======== Data

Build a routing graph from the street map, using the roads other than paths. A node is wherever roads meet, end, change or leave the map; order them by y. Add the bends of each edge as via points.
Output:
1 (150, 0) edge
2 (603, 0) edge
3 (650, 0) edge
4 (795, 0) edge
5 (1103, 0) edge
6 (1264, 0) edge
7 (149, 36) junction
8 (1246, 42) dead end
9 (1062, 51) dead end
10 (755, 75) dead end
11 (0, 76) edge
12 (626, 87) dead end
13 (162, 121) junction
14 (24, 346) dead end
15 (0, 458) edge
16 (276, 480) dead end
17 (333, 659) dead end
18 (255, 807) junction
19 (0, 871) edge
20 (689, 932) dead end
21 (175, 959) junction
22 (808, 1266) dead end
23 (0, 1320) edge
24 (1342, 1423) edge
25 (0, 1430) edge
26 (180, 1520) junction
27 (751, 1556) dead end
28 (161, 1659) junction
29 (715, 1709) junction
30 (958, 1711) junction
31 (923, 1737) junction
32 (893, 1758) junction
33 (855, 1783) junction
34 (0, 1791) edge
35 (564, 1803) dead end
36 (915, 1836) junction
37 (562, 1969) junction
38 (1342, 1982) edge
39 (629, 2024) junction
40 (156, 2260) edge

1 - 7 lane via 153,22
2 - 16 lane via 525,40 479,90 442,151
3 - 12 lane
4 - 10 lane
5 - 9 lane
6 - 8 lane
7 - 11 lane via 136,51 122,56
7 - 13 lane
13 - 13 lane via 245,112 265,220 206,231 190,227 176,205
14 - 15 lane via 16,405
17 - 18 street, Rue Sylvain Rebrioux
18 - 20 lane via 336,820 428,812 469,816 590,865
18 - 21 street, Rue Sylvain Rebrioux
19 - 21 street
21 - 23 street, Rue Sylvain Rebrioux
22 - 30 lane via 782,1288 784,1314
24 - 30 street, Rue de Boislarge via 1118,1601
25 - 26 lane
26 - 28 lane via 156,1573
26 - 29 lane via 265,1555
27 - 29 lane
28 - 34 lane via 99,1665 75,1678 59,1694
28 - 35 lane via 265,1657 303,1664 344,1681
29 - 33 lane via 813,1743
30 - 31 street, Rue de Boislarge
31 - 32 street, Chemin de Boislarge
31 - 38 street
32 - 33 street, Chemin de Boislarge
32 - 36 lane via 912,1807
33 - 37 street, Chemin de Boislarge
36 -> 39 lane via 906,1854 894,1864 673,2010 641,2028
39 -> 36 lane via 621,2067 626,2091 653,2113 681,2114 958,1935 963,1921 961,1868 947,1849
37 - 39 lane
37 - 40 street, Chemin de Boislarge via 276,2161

================

### Work required
Show each line of the data that contains the string "Boislarge".

### Exercise answer
24 - 30 street, Rue de Boislarge via 1118,1601
30 - 31 street, Rue de Boislarge
31 - 32 street, Chemin de Boislarge
32 - 33 street, Chemin de Boislarge
33 - 37 street, Chemin de Boislarge
37 - 40 street, Chemin de Boislarge via 276,2161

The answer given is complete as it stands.